As the oil and gas industry are going to deeper water inadvertent gas entry into the drilling riser is a challenge due to that the high static pressure at the seabed causes the gas to be highly compressed and in dense phase. Another challenge is that due to the static high pressure and low seawater temperature any gases that may enter the wellhead, subsea BOP, riser annulus and K&C (kill and choke) lines may form hydrates. Hydrates can form if gas and water are both present and the pressure is relative high and temperature relative low. Hydrates have a strong tendency to agglomerate and to adhere to the pipe wall and thereby plug the pipe or riser annulus.
There are known several case stories on how hydrates have caused problems during deep water drilling and well control operations. In 1989 an SPE paper was published with two case stories with formation of hydrates during deep water drilling operations.
SPE paper 16130-PA; Formation of Hydrates During Deepwater Drilling Operations. Authors: J. W. Barker, SPE and R. K. Gomez, SPE, Exxon Co. U.S.A. Journal of Petroleum Technology, March 1989.
Case 1. US west coast 1,150 ft (350 m) water depth, temp. 45° F. (7° C.) at mudline.                Gas from a sand formation at 7,750 ft (2362 m), was channelling up through a primary cement column and migrated up the (7″×9⅝″) casing annulus.        The wellhead hanger packer was leaking, allowing the migrating gas to enter the freshwater mud at the subsea wellhead.        After the conclusion of the kill operation, approximately 7 days after gas was first detected, both the choke- and kill line were found plugged.        After cementing operations, which secured the wellbore, the BOP stack was recovered. Hydrates and trapped gas were found in the choke- and kill line for the bottom eight riser joints.        
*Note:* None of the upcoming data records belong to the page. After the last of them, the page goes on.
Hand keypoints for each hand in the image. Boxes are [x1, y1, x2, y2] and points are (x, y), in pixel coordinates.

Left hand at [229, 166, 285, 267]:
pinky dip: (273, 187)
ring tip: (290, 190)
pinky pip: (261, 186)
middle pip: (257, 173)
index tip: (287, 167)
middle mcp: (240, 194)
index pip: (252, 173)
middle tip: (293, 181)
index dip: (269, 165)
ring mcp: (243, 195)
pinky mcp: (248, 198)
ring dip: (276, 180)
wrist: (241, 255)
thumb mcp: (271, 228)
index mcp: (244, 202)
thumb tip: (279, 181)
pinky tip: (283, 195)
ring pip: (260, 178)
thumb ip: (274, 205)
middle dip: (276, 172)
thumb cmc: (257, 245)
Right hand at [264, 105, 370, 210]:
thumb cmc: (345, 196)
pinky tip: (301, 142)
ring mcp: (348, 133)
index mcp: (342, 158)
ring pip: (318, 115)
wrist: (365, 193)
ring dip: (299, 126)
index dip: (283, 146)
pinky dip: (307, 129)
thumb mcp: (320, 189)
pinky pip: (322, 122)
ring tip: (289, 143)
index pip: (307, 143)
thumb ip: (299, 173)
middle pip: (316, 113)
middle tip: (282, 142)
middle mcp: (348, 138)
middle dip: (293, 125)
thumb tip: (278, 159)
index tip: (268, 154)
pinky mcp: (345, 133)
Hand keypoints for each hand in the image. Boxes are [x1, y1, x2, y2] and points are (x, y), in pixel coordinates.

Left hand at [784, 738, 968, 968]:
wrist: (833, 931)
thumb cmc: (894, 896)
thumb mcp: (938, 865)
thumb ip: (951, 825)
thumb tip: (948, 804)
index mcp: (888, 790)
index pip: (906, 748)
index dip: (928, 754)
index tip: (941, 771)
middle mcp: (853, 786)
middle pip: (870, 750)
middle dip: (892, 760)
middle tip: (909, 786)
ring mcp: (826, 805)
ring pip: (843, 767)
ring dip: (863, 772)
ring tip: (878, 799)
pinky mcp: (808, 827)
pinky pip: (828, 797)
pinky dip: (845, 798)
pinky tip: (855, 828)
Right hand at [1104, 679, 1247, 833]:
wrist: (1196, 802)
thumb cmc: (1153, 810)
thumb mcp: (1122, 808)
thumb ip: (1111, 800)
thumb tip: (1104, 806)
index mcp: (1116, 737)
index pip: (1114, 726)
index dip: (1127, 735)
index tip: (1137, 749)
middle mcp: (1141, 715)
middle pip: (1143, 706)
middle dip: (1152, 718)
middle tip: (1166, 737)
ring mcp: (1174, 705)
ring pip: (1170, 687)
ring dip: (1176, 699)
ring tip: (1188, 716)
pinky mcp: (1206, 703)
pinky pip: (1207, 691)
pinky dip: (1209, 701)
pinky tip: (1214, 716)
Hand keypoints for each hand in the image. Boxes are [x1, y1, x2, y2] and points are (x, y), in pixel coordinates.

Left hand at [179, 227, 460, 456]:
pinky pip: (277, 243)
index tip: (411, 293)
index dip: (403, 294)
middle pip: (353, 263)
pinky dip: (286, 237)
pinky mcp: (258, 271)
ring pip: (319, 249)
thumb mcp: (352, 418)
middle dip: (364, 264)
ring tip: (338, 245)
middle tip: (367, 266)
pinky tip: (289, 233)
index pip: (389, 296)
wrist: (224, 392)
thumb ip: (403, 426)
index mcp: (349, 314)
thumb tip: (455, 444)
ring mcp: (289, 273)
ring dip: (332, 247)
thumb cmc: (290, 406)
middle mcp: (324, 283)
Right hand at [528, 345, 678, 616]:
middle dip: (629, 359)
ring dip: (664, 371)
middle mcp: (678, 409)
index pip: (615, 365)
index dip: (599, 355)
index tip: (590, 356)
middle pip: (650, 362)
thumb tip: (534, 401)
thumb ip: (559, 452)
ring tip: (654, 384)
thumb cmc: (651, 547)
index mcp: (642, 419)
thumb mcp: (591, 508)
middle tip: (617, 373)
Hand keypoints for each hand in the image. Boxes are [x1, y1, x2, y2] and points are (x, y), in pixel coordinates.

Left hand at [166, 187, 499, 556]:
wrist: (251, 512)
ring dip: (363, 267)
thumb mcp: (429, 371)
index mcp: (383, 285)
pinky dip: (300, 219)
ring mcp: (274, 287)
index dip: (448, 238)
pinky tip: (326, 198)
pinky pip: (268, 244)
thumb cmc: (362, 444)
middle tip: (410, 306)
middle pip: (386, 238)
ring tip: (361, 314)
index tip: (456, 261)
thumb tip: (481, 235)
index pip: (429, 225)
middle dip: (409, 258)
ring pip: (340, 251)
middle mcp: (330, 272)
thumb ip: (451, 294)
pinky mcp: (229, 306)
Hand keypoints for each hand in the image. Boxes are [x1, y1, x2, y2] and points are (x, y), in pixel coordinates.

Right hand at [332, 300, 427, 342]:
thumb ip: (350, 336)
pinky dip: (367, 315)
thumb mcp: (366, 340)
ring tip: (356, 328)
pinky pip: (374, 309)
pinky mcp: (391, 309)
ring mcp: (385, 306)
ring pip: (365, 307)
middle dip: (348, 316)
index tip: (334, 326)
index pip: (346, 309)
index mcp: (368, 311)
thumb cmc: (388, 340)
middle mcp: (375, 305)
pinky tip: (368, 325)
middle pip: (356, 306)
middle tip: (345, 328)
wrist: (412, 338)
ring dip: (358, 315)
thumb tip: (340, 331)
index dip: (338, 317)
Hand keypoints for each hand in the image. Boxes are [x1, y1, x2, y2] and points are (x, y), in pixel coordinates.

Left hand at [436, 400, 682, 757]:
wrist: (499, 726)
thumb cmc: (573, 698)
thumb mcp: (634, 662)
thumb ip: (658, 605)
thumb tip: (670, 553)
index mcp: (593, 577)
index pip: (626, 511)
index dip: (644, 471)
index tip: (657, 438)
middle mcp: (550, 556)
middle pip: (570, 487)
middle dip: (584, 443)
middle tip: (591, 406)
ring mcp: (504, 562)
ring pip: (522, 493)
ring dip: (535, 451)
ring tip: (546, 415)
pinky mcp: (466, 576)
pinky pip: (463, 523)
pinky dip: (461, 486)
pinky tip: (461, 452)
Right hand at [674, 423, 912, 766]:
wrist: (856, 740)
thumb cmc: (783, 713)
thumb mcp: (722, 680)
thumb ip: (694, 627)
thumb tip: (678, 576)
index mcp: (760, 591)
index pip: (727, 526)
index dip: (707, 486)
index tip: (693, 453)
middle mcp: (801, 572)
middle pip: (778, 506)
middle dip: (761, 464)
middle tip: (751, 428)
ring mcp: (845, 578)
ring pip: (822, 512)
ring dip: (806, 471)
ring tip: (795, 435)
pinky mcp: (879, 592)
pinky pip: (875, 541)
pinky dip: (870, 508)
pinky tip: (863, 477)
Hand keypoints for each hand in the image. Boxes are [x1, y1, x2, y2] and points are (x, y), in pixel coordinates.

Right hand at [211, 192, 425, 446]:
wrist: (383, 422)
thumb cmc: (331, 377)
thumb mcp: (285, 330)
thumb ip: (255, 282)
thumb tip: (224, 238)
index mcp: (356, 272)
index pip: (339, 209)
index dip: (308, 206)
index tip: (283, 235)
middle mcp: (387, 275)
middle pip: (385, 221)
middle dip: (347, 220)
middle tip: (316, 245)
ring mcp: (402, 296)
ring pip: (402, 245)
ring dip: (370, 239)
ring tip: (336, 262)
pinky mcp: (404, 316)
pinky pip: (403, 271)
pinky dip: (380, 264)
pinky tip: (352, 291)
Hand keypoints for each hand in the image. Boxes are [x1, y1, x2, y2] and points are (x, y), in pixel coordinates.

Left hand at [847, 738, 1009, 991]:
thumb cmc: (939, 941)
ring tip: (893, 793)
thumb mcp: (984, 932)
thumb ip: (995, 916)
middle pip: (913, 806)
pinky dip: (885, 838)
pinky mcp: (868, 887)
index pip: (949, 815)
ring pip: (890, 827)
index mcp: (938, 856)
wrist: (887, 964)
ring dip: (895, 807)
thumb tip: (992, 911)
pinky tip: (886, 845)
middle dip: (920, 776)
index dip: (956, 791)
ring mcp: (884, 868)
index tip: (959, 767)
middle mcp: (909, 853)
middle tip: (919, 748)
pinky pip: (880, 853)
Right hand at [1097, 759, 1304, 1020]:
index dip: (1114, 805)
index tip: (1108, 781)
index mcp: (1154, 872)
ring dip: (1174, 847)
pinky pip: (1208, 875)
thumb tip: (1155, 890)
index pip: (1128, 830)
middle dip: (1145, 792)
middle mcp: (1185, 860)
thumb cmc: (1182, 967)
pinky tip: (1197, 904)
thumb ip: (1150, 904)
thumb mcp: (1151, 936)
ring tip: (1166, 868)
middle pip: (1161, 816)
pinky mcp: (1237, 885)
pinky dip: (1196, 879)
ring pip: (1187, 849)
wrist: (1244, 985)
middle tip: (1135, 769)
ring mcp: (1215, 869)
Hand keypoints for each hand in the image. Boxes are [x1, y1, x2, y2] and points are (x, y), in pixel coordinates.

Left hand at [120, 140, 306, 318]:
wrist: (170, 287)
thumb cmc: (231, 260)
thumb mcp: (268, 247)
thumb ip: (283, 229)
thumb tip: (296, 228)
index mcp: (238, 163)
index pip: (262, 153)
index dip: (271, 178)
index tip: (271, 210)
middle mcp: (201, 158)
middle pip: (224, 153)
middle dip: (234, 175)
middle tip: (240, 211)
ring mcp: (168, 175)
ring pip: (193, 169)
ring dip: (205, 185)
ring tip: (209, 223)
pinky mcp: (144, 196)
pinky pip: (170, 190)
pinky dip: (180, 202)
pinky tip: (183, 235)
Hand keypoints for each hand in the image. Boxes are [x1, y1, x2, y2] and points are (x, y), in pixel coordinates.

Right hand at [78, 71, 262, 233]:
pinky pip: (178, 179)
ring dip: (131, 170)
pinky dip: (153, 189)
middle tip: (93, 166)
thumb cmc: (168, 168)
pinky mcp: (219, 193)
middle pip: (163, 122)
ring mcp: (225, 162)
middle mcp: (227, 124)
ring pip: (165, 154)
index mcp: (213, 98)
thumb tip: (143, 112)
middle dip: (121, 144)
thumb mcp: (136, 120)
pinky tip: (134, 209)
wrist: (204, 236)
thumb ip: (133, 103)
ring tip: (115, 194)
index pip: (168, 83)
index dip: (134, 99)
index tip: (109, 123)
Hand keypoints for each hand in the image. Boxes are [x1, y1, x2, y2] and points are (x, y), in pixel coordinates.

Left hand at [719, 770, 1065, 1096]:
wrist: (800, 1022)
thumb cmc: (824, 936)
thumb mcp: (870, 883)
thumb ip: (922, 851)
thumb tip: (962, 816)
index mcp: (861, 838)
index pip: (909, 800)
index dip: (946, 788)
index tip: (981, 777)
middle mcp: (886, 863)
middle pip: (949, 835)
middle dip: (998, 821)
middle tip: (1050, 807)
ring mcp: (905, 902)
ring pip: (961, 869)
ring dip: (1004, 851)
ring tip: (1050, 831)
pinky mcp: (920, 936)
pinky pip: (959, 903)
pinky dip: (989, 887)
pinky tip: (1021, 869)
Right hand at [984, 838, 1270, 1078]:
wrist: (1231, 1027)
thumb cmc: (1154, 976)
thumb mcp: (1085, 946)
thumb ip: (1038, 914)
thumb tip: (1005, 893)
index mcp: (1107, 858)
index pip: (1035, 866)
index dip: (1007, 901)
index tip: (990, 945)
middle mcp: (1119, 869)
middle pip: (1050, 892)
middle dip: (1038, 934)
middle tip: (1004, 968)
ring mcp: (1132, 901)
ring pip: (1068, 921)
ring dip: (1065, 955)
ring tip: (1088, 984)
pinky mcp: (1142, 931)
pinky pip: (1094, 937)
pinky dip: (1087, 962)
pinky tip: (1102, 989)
Case 2. Gulf of Mexico 3,100 ft (945 m) water depth, temp. 40° F. (4° C.) at mudline.                After drilling to 7,679 ft (2340 m), the well was found flowing during a flow check.        During the attempt to establish circulation after shut-in, returns could not be established and casing pressure fell to zero.        Fourteen hours after the kick was first detected, all BOP's were opened to observe the well, which appeared static.        Almost 30 hours after initial shut-in, the well flowed again and the BOP's were closed. Part of the gas influx above the closed BOP's continued to migrate up the riser and was successfully diverted.        The choke-line was determined to be plugged during subsequent attempts to circulate mud (down the choke-line and) up the riser above a closed ram-type BOP.        The kill line also may have been plugged because it was not checked at this time.        With no apparent well pressure the, the BOP's were again opened to monitor the well.        Almost 48 hours after the initial well kick, the well flowed a third time. After an annular BOP was closed, the lower middle ram-type BOP was actuated to prepare for drillstring hangoff; however, it did not take the proper amount of closing fluid.        The lower most ram-type BOP was then closed.        The riser continued to flow mud and gas that was successfully diverted overboard.        During subsequent attempts to fill the riser, the kill line was determined to be plugged.        During pulling of the riser and BOP's, hydrates were recovered from the choke-line and the kill line of the bottom riser joints.        Testing of the BOP's at the surface indicated that failure of the ram-type BOP's to open fully or close fully on the ocean floor was not caused by mechanical failure or problems in the BOP control system.        
Barker and Gomez have stated in 1989 based on the two cases above that; “Formation of natural gas hydrates during deepwater well-control operations can have several such adverse effects as:                1) Choke- and kill-line plugging, which prevents their use in well circulation.        2) Plug formation at or below the BOP's, which prevents well pressure monitoring below the BOP's.        3) Plug formation around the drillstring in the riser, BOP's, or casing, which prevent drillstring movement.        4) Plug formation between the drillstring and the BOP's, which prevents full BOP closure.        5) Plug formation in the ram cavity of a closed BOP, which prevents the BOP from fully opening.”        
Although the challenge with hydrates during drilling and well control operations has been known for many years, several cases with hydrates causing problems have also been reported after 1989.
A potential plug in the riser annulus is dangerous because if the BOP is closed in and the booster pump is used to circulate out the gas hydrates from the riser, the applied pressure from the booster pump may burst the drilling riser. It is also dangerous if liberated gas from above the plug may displace the liquid mud above and create a chain reaction creating a large differential pressure across the plug. If the hydrate plug for some reason then becomes loose it may accelerate up the riser fast and potentially plug all riser outlets as a secondary effect. An accelerating hydrate plug up the riser annulus may also release large amount of gas, increasing the pressure in the riser. This may then create an overpressure that may burst the slip joint or flow hoses in the upper part of the riser (in case of managed pressure drilling technics are used), resulting in a large gas release in the moon pool area.